▶ _Directions_: All lines holding the string "CANCHA" should be copied from the data below.

(Collected data)
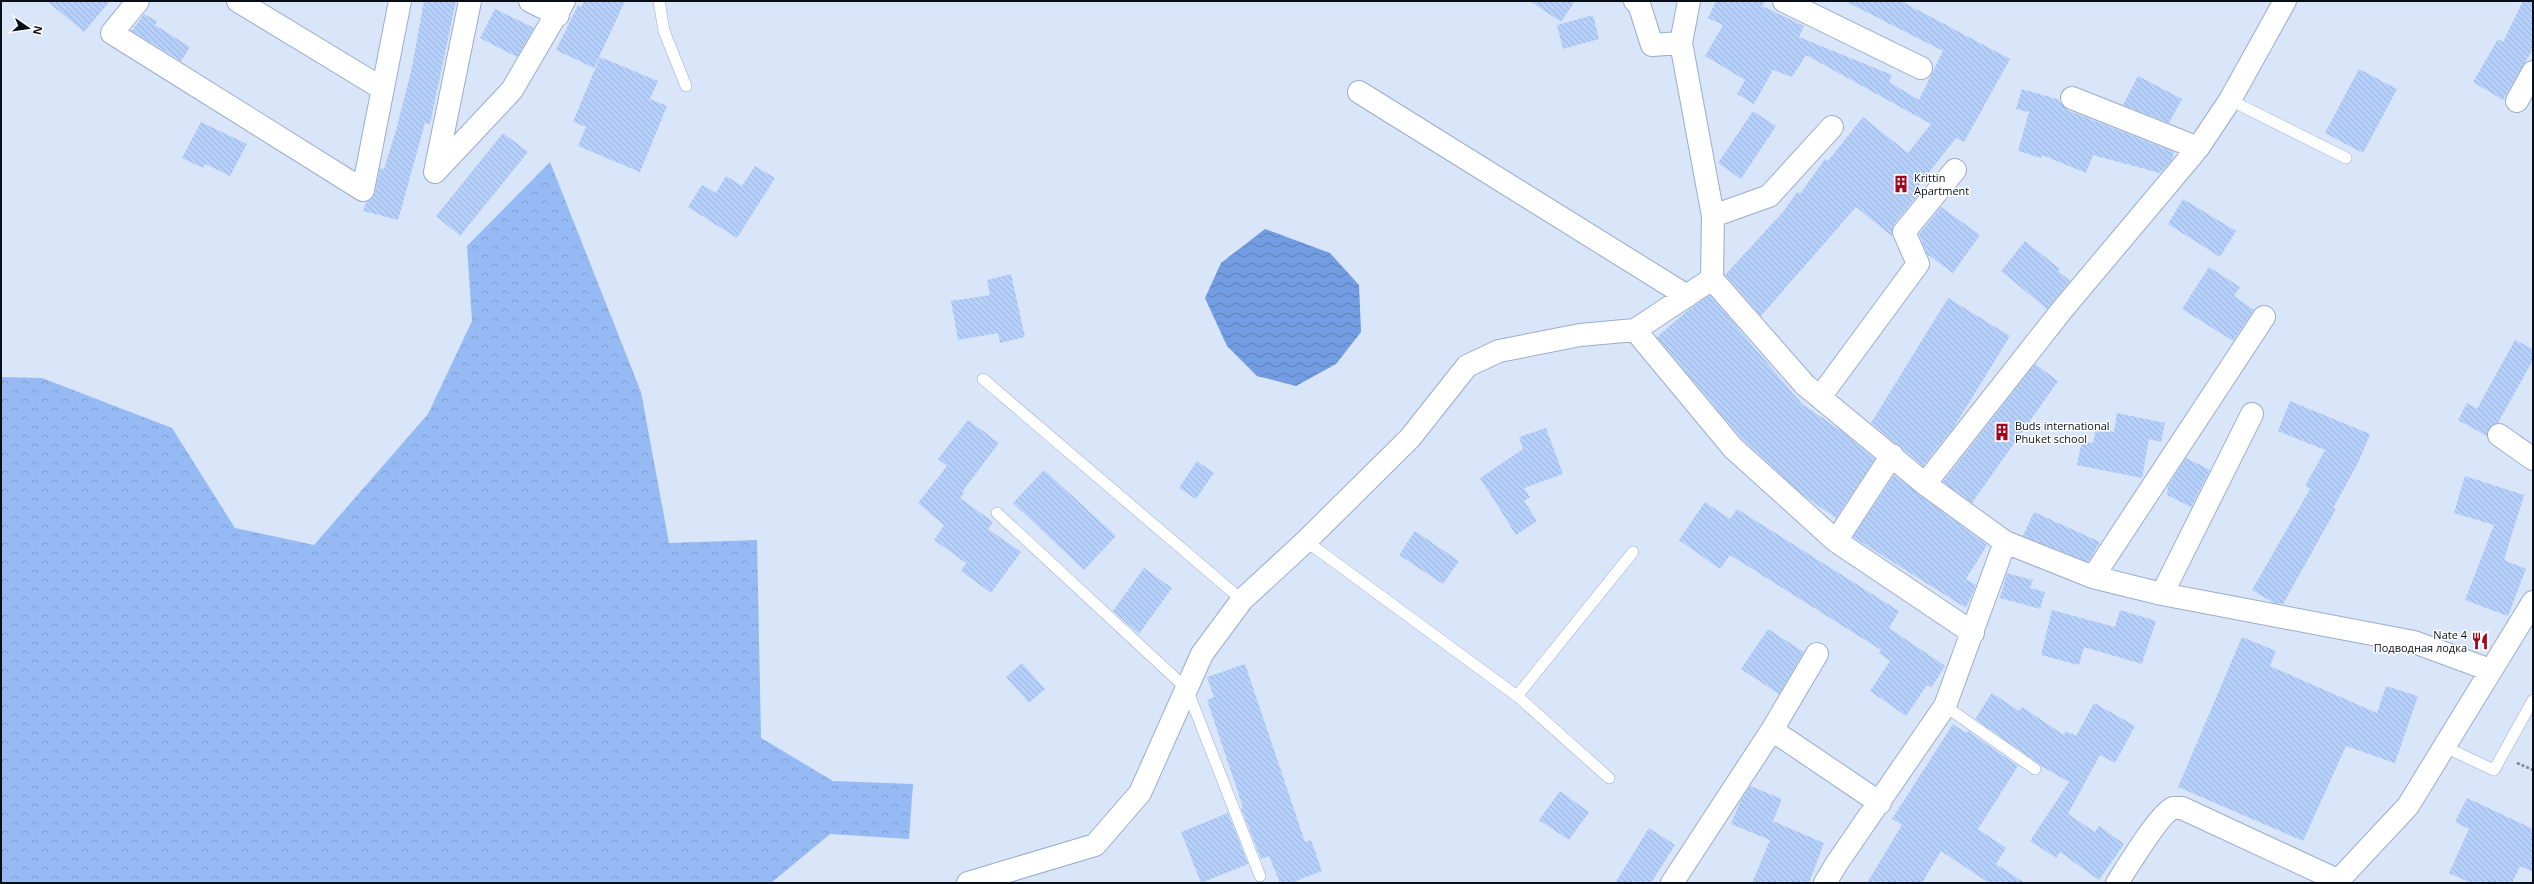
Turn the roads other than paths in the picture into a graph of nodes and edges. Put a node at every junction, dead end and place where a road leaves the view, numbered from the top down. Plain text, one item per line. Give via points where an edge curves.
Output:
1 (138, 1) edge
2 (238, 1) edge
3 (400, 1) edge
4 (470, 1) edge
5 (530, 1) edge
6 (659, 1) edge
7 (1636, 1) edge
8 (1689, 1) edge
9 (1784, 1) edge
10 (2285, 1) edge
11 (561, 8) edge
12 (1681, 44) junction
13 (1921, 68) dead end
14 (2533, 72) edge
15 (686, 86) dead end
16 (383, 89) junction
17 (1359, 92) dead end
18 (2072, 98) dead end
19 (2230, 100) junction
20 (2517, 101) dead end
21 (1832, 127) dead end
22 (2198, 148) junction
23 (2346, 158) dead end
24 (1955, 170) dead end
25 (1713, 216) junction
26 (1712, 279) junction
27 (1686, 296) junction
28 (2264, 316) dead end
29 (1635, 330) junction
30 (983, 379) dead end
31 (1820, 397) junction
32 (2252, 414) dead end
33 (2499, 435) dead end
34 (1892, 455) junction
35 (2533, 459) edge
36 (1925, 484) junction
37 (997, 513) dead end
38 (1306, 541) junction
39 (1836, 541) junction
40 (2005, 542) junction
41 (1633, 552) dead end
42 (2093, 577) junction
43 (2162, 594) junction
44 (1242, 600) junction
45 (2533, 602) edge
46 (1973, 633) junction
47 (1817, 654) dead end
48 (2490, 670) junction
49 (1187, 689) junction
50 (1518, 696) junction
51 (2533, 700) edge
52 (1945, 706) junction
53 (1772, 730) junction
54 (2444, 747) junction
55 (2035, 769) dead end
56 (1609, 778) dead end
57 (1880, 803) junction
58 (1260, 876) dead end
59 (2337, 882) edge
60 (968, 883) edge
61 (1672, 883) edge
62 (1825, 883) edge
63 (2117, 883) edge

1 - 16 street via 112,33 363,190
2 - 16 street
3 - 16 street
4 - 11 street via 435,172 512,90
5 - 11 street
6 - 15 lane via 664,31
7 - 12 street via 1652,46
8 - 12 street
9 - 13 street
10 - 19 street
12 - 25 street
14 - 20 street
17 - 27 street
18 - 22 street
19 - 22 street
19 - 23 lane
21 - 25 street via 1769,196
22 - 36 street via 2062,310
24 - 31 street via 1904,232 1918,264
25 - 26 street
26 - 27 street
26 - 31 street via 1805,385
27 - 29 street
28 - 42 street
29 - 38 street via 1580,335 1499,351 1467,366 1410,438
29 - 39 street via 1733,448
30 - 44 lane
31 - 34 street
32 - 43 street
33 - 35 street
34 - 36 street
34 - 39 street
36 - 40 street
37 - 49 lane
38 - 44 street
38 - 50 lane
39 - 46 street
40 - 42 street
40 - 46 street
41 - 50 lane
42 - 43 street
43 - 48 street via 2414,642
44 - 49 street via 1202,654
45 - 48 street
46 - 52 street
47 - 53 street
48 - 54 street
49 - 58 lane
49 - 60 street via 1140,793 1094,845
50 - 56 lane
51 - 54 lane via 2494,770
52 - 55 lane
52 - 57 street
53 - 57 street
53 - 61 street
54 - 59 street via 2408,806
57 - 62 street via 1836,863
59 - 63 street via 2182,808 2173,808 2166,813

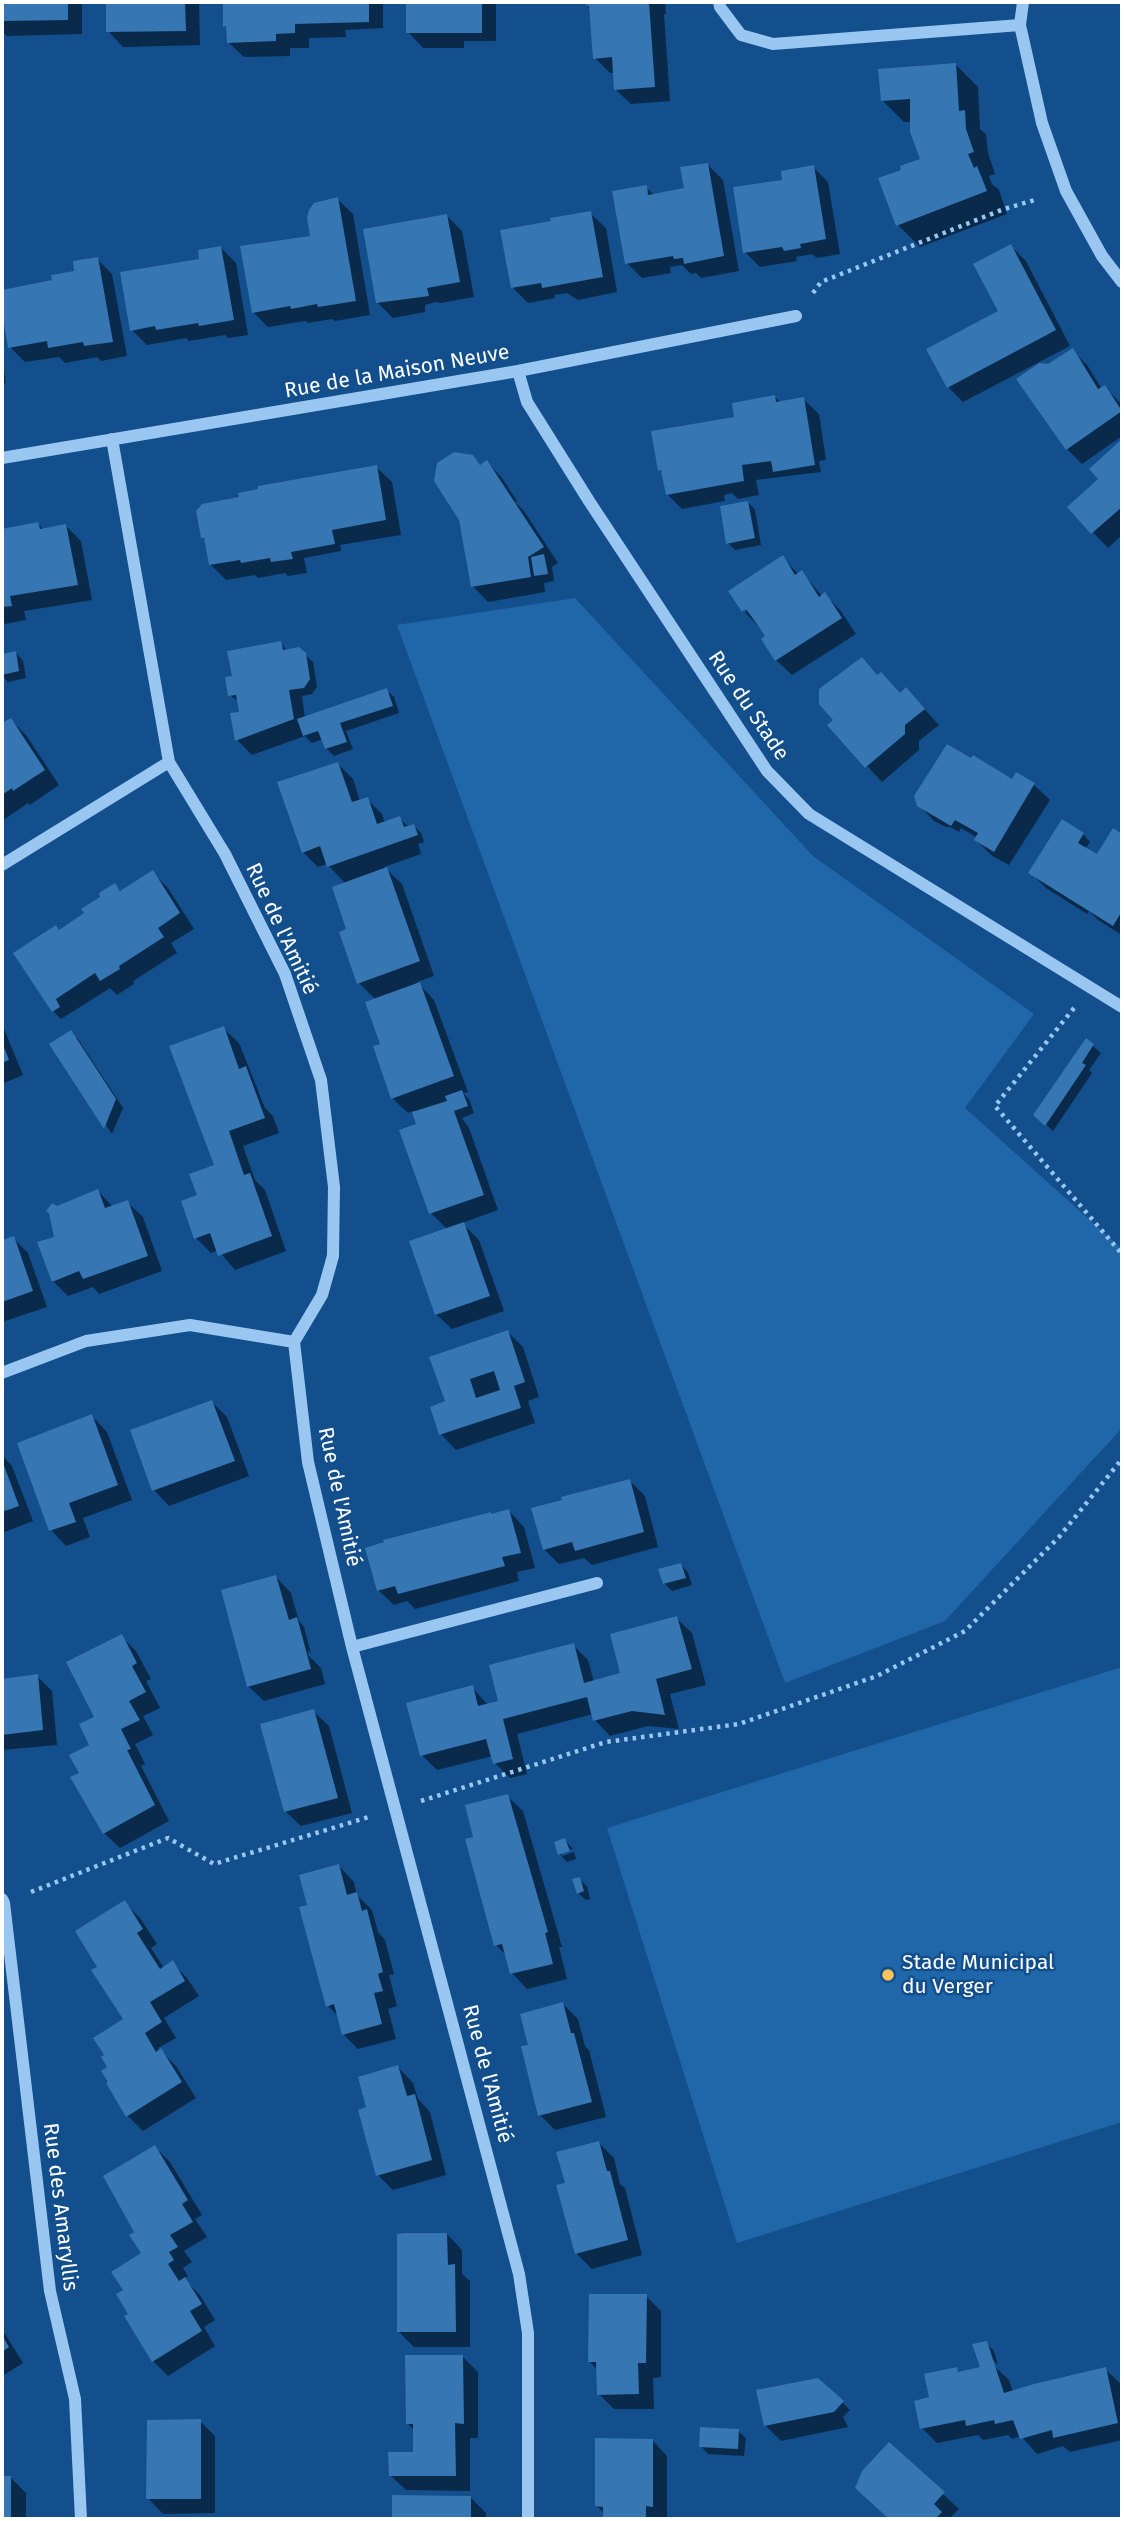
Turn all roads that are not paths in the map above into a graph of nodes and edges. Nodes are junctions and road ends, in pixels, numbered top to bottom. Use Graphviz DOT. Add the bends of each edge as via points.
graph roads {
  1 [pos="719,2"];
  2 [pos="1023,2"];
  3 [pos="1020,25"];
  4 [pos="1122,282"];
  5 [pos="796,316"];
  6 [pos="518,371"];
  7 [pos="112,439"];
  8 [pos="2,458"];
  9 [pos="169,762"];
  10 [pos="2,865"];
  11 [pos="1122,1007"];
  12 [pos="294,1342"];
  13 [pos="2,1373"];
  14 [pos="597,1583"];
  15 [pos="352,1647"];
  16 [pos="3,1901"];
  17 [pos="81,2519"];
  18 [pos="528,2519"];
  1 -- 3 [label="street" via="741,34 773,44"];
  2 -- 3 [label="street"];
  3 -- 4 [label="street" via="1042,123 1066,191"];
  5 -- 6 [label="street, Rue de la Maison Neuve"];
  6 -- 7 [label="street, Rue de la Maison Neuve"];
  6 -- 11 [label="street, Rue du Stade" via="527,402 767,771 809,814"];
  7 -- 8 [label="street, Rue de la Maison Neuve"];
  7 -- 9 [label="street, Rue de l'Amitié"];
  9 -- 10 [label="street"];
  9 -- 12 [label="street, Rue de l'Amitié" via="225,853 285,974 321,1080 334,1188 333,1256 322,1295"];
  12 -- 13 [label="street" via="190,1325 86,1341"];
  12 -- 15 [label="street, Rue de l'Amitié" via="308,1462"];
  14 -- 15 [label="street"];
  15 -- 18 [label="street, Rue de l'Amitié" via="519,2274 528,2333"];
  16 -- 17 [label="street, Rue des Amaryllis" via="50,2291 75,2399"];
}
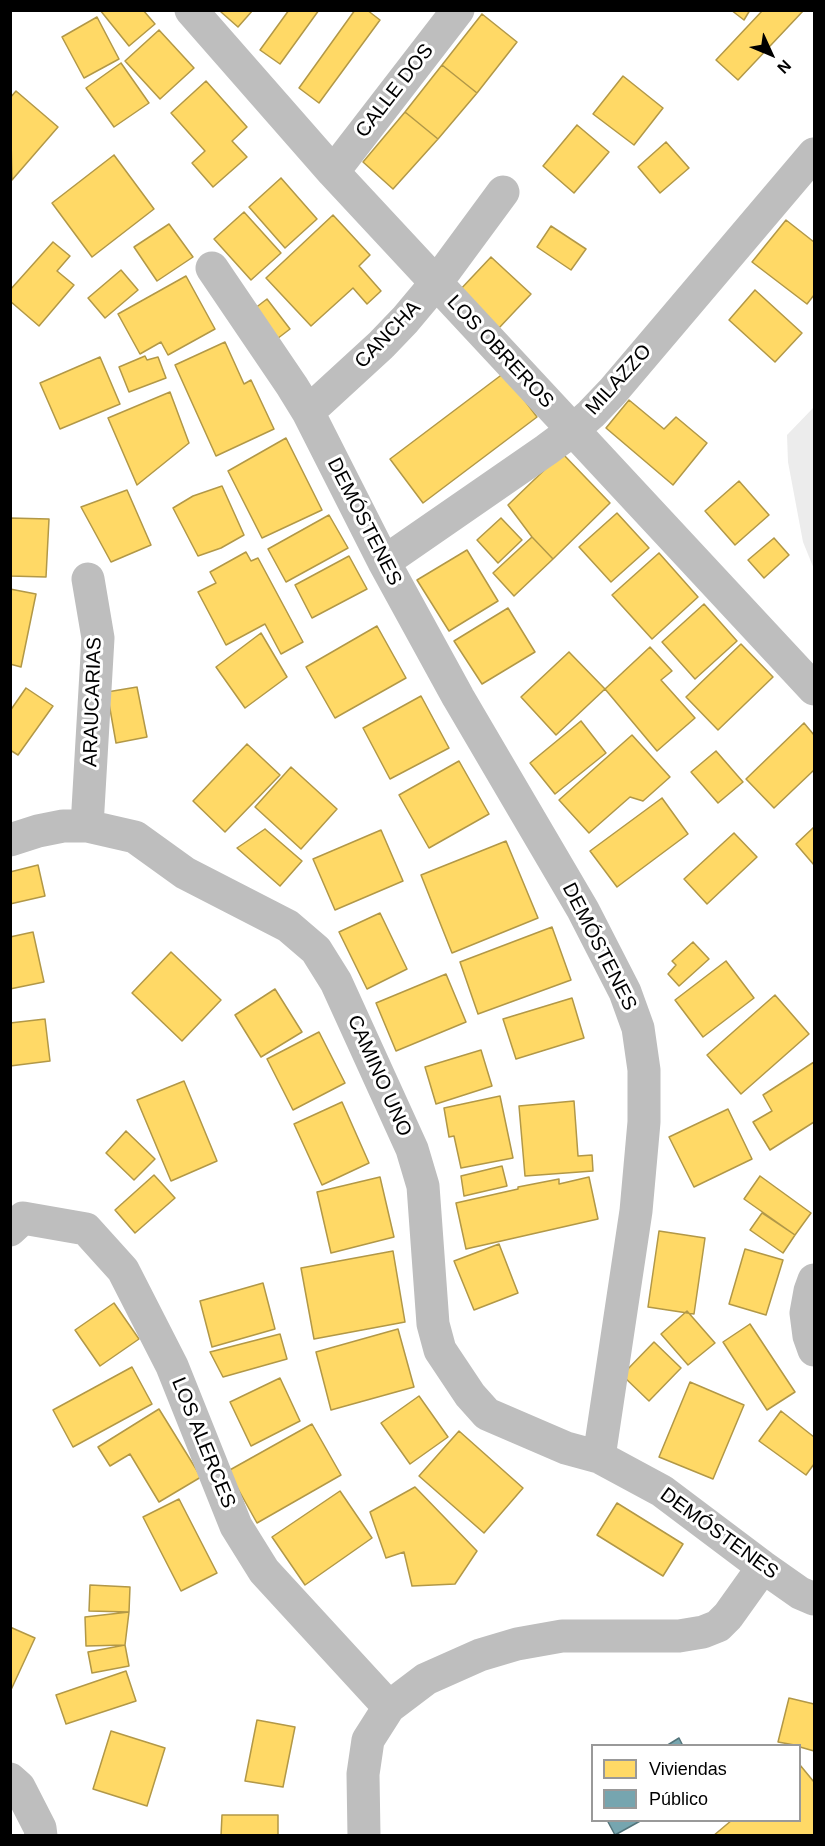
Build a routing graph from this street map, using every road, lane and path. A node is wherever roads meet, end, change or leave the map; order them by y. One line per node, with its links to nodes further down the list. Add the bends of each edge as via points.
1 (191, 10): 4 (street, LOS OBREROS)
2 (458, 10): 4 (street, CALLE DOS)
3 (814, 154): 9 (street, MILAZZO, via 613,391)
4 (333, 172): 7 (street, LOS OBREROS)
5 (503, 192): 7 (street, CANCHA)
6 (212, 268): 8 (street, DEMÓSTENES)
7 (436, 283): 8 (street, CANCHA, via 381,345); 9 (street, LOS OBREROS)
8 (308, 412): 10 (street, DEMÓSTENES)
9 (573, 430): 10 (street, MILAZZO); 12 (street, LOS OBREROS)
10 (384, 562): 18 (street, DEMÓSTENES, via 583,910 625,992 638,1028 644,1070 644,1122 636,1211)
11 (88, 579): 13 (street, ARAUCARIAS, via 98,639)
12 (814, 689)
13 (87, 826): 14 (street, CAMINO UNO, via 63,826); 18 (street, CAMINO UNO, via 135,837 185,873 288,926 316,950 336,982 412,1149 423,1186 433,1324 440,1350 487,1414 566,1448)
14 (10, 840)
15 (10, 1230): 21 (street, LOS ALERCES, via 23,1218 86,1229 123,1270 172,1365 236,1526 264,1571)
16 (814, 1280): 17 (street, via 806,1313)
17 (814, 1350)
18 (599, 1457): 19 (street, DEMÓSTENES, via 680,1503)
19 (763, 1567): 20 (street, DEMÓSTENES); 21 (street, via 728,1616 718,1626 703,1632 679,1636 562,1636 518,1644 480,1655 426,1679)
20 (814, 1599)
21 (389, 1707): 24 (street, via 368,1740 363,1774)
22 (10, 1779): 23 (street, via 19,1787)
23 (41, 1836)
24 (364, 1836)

▶ _Output of the task_:
5 (503, 192): 7 (street, CANCHA)
7 (436, 283): 8 (street, CANCHA, via 381,345); 9 (street, LOS OBREROS)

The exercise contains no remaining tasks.